▶ [DATA TO PROCESS]
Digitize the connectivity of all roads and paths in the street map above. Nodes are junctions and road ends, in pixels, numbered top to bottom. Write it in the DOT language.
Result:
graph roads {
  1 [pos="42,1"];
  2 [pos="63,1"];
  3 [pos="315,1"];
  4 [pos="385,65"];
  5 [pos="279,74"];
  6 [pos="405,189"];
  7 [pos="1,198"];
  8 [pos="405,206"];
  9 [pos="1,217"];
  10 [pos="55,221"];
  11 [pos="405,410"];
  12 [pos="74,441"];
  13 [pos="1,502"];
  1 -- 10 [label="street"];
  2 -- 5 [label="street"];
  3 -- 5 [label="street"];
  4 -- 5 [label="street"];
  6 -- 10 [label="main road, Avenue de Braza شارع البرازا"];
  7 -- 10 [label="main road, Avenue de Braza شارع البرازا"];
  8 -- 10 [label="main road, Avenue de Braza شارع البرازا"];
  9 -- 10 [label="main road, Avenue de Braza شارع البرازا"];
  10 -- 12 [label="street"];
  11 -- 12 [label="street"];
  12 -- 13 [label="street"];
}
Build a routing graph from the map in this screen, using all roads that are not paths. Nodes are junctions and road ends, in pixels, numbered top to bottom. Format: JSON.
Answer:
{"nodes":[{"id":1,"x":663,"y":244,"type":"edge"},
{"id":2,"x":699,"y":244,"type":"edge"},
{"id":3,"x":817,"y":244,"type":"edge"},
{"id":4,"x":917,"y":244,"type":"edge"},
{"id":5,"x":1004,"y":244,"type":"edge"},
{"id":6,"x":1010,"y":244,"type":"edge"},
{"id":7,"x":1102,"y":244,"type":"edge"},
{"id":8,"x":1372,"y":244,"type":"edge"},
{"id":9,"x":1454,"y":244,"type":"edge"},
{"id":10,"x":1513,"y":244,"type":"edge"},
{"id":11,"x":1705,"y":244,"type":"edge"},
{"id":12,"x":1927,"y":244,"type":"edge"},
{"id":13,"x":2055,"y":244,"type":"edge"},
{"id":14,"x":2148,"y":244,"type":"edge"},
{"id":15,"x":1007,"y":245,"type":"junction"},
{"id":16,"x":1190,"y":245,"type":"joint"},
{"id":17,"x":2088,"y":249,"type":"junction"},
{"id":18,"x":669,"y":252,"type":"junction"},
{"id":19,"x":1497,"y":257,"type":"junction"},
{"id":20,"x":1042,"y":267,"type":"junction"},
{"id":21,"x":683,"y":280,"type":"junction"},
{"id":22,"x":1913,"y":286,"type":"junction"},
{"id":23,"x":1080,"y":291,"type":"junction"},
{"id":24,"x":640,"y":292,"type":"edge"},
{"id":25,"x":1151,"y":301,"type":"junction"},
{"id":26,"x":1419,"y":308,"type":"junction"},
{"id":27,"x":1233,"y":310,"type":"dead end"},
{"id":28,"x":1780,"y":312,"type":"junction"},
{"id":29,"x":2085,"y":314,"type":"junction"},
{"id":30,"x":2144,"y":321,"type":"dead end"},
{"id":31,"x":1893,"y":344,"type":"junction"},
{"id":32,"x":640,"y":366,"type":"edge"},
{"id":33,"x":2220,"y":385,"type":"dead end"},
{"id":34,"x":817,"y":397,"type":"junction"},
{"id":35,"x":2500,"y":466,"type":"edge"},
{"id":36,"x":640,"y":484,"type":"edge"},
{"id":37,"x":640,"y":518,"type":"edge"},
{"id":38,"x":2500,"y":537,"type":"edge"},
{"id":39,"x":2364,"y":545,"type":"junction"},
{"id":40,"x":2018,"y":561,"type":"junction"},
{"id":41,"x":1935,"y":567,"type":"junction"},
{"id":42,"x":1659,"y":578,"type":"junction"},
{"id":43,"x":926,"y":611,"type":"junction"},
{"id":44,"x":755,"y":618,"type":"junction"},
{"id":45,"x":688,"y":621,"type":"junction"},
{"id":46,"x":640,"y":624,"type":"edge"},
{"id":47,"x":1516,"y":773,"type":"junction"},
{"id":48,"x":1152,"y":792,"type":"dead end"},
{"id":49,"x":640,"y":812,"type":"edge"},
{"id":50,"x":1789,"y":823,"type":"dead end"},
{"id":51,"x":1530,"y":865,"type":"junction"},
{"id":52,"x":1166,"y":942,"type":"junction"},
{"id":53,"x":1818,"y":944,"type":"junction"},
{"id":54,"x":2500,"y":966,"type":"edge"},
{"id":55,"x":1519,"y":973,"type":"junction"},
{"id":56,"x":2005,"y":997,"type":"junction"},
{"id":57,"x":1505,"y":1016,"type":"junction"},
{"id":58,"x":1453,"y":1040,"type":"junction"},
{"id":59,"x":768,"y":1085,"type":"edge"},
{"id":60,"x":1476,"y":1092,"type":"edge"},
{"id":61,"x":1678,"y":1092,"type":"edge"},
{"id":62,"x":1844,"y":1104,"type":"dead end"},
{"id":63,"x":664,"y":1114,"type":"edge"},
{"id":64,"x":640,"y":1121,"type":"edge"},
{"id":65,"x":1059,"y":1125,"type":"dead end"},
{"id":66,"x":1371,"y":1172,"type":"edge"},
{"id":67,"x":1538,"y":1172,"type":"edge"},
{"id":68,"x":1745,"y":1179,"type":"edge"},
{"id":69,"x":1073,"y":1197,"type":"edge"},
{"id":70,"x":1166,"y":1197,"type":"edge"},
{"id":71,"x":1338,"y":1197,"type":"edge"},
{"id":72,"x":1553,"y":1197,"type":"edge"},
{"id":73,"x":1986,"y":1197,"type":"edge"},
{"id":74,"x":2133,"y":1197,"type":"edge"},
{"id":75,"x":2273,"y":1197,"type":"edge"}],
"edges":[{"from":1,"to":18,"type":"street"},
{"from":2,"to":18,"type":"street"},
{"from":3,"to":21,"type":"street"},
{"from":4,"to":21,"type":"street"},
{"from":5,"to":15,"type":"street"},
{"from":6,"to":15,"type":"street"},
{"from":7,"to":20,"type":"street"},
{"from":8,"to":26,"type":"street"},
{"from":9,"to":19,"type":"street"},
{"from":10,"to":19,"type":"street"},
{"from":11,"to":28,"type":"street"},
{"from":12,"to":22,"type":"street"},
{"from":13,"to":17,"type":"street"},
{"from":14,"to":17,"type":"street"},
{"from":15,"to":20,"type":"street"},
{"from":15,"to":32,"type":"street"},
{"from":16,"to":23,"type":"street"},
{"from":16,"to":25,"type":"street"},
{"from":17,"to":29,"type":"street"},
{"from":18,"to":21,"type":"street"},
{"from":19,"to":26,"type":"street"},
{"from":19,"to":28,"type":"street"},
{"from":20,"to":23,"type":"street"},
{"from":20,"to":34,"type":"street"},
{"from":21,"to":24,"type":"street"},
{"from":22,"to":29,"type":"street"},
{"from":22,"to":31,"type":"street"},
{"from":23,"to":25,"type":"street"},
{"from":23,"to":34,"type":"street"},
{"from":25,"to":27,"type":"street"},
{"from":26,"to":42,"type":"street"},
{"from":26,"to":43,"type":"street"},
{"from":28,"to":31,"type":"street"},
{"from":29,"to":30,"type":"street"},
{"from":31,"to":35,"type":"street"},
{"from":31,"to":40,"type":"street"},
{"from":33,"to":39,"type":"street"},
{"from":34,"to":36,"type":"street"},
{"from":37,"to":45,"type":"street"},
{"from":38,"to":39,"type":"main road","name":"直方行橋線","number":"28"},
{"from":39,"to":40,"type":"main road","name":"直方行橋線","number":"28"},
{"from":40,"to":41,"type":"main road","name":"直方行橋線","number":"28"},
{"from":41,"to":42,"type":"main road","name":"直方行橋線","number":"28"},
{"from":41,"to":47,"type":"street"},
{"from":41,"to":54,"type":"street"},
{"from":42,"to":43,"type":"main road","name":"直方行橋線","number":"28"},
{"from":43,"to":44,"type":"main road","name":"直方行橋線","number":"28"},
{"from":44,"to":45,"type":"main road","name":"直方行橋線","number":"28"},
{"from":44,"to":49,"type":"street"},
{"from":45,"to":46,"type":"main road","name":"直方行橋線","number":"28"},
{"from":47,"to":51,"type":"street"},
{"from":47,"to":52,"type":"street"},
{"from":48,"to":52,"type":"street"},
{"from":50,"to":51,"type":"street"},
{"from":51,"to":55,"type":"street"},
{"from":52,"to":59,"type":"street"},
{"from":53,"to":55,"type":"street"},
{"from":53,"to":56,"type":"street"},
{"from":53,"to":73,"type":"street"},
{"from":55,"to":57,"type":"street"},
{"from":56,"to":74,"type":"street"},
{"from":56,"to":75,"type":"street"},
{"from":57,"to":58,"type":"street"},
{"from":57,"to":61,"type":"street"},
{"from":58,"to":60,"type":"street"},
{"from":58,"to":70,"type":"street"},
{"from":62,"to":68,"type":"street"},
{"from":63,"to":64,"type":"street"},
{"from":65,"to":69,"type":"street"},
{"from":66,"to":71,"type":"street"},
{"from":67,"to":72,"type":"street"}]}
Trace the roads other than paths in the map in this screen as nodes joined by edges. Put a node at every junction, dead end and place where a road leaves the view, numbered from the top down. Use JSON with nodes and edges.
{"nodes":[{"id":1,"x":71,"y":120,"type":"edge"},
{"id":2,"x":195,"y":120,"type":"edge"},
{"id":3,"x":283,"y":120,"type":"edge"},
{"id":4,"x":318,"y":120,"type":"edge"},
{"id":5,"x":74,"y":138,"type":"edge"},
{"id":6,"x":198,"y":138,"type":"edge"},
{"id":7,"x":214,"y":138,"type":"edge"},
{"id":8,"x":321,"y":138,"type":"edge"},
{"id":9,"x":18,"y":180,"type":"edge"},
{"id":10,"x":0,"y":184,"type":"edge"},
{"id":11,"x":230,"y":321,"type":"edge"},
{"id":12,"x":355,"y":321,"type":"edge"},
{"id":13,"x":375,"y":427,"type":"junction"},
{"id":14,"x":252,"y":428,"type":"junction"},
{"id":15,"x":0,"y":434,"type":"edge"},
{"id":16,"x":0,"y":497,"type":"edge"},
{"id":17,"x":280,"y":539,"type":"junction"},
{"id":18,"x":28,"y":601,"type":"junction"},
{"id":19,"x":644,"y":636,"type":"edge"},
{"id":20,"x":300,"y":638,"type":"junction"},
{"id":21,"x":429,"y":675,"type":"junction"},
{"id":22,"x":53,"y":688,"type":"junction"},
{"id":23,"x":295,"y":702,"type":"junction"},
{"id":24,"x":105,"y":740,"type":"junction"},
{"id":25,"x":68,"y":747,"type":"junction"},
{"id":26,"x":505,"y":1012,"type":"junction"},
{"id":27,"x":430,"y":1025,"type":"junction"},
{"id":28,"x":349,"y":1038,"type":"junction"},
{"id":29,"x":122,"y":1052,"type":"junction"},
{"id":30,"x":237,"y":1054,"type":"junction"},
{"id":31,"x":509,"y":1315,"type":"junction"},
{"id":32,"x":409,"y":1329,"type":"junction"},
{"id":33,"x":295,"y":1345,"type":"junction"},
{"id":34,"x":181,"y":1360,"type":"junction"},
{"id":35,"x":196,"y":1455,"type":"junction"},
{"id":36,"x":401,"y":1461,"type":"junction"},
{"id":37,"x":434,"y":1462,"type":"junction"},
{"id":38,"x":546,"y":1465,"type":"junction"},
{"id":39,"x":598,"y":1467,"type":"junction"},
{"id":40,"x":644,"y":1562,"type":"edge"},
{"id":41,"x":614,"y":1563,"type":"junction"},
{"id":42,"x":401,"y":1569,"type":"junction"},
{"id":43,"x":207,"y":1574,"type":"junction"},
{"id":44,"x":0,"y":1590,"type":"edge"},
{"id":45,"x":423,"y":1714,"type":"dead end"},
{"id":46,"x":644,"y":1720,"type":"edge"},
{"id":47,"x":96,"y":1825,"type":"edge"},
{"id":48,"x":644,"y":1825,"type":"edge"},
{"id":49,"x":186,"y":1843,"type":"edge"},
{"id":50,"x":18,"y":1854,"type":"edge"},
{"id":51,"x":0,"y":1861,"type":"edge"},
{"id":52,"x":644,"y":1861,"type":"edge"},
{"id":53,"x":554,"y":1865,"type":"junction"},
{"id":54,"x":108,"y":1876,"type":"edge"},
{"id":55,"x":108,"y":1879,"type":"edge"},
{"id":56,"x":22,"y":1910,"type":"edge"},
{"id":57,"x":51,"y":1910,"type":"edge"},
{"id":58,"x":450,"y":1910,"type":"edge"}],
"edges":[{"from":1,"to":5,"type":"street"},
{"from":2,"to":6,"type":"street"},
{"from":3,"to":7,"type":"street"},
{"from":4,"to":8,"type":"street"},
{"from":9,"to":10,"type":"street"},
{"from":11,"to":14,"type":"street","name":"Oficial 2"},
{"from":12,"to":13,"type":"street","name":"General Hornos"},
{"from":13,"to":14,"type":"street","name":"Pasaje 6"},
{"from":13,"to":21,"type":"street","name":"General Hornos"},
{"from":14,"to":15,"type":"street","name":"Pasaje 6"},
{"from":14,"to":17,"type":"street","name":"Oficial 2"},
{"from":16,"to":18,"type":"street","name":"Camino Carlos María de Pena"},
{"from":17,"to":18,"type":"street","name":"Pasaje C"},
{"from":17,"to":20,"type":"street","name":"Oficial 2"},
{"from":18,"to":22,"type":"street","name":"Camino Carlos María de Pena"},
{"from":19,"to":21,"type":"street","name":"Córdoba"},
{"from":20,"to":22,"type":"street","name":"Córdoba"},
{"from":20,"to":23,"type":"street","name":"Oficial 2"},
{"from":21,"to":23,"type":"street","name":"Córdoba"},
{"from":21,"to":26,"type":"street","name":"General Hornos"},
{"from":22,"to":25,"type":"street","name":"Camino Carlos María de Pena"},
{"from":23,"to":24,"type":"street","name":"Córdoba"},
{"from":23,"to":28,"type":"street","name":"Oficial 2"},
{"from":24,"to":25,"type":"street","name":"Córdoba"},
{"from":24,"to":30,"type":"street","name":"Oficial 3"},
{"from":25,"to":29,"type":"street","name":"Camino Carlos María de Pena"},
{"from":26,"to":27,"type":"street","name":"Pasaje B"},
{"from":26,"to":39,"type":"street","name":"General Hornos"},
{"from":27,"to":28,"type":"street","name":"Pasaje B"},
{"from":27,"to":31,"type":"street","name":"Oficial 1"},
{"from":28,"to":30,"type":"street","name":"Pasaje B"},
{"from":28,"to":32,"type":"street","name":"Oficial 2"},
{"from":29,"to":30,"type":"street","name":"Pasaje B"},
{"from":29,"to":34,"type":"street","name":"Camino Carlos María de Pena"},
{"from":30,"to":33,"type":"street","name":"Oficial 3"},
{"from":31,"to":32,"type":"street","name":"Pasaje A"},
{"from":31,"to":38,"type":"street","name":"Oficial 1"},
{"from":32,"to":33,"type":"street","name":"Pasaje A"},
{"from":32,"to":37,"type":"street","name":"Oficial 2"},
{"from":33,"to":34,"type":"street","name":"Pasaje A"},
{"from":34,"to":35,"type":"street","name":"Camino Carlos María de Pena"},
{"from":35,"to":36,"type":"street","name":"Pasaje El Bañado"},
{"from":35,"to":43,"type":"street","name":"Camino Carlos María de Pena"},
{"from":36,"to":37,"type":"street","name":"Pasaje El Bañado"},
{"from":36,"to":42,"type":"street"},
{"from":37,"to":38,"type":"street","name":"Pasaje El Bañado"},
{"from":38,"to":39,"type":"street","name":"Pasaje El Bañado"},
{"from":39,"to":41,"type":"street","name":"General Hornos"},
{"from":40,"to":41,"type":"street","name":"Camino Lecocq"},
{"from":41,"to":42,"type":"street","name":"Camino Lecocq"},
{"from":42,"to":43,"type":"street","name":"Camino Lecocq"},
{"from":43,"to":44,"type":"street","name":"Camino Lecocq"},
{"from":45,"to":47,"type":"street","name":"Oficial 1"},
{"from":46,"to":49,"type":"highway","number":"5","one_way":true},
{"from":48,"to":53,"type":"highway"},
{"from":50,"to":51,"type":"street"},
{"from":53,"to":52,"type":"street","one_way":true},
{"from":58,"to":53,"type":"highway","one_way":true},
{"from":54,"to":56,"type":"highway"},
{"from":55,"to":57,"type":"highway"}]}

▶ [TASK BRIEF] Gather each line in the data that holds the string "JSON".

▶ [WRITTEN ANSWER]
Build a routing graph from the map in this screen, using all roads that are not paths. Nodes are junctions and road ends, in pixels, numbered top to bottom. Format: JSON.
Trace the roads other than paths in the map in this screen as nodes joined by edges. Put a node at every junction, dead end and place where a road leaves the view, numbered from the top down. Use JSON with nodes and edges.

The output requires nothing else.